● ASSIGNMENT: Write out every line below with no difference at all.

(Extracted data entries)
────────────────────

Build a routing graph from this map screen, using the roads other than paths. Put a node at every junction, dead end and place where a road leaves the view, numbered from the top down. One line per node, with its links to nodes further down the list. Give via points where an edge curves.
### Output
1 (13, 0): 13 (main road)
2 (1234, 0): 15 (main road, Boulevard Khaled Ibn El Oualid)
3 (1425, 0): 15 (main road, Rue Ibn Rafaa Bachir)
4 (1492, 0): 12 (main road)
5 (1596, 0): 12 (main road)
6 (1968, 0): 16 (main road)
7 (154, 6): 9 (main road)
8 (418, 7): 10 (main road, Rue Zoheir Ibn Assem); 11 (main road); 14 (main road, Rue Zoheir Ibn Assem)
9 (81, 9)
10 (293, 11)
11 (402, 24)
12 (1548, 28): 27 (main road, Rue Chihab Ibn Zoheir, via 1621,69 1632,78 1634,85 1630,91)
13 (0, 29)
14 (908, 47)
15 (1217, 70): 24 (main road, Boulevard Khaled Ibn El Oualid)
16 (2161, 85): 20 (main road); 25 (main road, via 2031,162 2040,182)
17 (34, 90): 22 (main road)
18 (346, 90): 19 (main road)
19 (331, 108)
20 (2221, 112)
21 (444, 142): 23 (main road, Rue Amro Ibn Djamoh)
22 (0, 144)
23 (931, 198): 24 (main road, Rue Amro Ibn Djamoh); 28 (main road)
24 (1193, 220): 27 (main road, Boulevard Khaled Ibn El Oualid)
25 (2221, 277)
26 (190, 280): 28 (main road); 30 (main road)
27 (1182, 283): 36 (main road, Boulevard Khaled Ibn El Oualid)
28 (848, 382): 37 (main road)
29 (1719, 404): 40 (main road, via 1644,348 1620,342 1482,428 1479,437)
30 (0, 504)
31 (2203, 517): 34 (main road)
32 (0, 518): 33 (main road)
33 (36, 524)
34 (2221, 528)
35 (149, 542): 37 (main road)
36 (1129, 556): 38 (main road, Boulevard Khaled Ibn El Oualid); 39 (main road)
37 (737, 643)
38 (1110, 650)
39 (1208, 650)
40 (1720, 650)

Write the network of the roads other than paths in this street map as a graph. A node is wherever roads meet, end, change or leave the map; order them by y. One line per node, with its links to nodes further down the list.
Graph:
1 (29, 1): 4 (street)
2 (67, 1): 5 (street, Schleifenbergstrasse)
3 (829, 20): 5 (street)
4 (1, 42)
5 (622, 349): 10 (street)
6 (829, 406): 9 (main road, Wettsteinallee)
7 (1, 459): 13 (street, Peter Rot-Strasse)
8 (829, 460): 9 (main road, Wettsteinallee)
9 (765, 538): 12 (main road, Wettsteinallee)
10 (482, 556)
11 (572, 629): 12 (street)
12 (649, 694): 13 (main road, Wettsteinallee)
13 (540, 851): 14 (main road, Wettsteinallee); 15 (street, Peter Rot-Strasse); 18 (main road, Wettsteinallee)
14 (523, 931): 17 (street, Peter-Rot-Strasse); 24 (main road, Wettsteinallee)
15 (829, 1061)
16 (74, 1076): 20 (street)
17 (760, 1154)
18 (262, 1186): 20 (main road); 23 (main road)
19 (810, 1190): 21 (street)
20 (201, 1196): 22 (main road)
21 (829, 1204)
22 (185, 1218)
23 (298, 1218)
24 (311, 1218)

────────────────────

● ANSWER TO THIS EXERCISE:
Build a routing graph from this map screen, using the roads other than paths. Put a node at every junction, dead end and place where a road leaves the view, numbered from the top down. One line per node, with its links to nodes further down the list. Give via points where an edge curves.
### Output
1 (13, 0): 13 (main road)
2 (1234, 0): 15 (main road, Boulevard Khaled Ibn El Oualid)
3 (1425, 0): 15 (main road, Rue Ibn Rafaa Bachir)
4 (1492, 0): 12 (main road)
5 (1596, 0): 12 (main road)
6 (1968, 0): 16 (main road)
7 (154, 6): 9 (main road)
8 (418, 7): 10 (main road, Rue Zoheir Ibn Assem); 11 (main road); 14 (main road, Rue Zoheir Ibn Assem)
9 (81, 9)
10 (293, 11)
11 (402, 24)
12 (1548, 28): 27 (main road, Rue Chihab Ibn Zoheir, via 1621,69 1632,78 1634,85 1630,91)
13 (0, 29)
14 (908, 47)
15 (1217, 70): 24 (main road, Boulevard Khaled Ibn El Oualid)
16 (2161, 85): 20 (main road); 25 (main road, via 2031,162 2040,182)
17 (34, 90): 22 (main road)
18 (346, 90): 19 (main road)
19 (331, 108)
20 (2221, 112)
21 (444, 142): 23 (main road, Rue Amro Ibn Djamoh)
22 (0, 144)
23 (931, 198): 24 (main road, Rue Amro Ibn Djamoh); 28 (main road)
24 (1193, 220): 27 (main road, Boulevard Khaled Ibn El Oualid)
25 (2221, 277)
26 (190, 280): 28 (main road); 30 (main road)
27 (1182, 283): 36 (main road, Boulevard Khaled Ibn El Oualid)
28 (848, 382): 37 (main road)
29 (1719, 404): 40 (main road, via 1644,348 1620,342 1482,428 1479,437)
30 (0, 504)
31 (2203, 517): 34 (main road)
32 (0, 518): 33 (main road)
33 (36, 524)
34 (2221, 528)
35 (149, 542): 37 (main road)
36 (1129, 556): 38 (main road, Boulevard Khaled Ibn El Oualid); 39 (main road)
37 (737, 643)
38 (1110, 650)
39 (1208, 650)
40 (1720, 650)

Write the network of the roads other than paths in this street map as a graph. A node is wherever roads meet, end, change or leave the map; order them by y. One line per node, with its links to nodes further down the list.
Graph:
1 (29, 1): 4 (street)
2 (67, 1): 5 (street, Schleifenbergstrasse)
3 (829, 20): 5 (street)
4 (1, 42)
5 (622, 349): 10 (street)
6 (829, 406): 9 (main road, Wettsteinallee)
7 (1, 459): 13 (street, Peter Rot-Strasse)
8 (829, 460): 9 (main road, Wettsteinallee)
9 (765, 538): 12 (main road, Wettsteinallee)
10 (482, 556)
11 (572, 629): 12 (street)
12 (649, 694): 13 (main road, Wettsteinallee)
13 (540, 851): 14 (main road, Wettsteinallee); 15 (street, Peter Rot-Strasse); 18 (main road, Wettsteinallee)
14 (523, 931): 17 (street, Peter-Rot-Strasse); 24 (main road, Wettsteinallee)
15 (829, 1061)
16 (74, 1076): 20 (street)
17 (760, 1154)
18 (262, 1186): 20 (main road); 23 (main road)
19 (810, 1190): 21 (street)
20 (201, 1196): 22 (main road)
21 (829, 1204)
22 (185, 1218)
23 (298, 1218)
24 (311, 1218)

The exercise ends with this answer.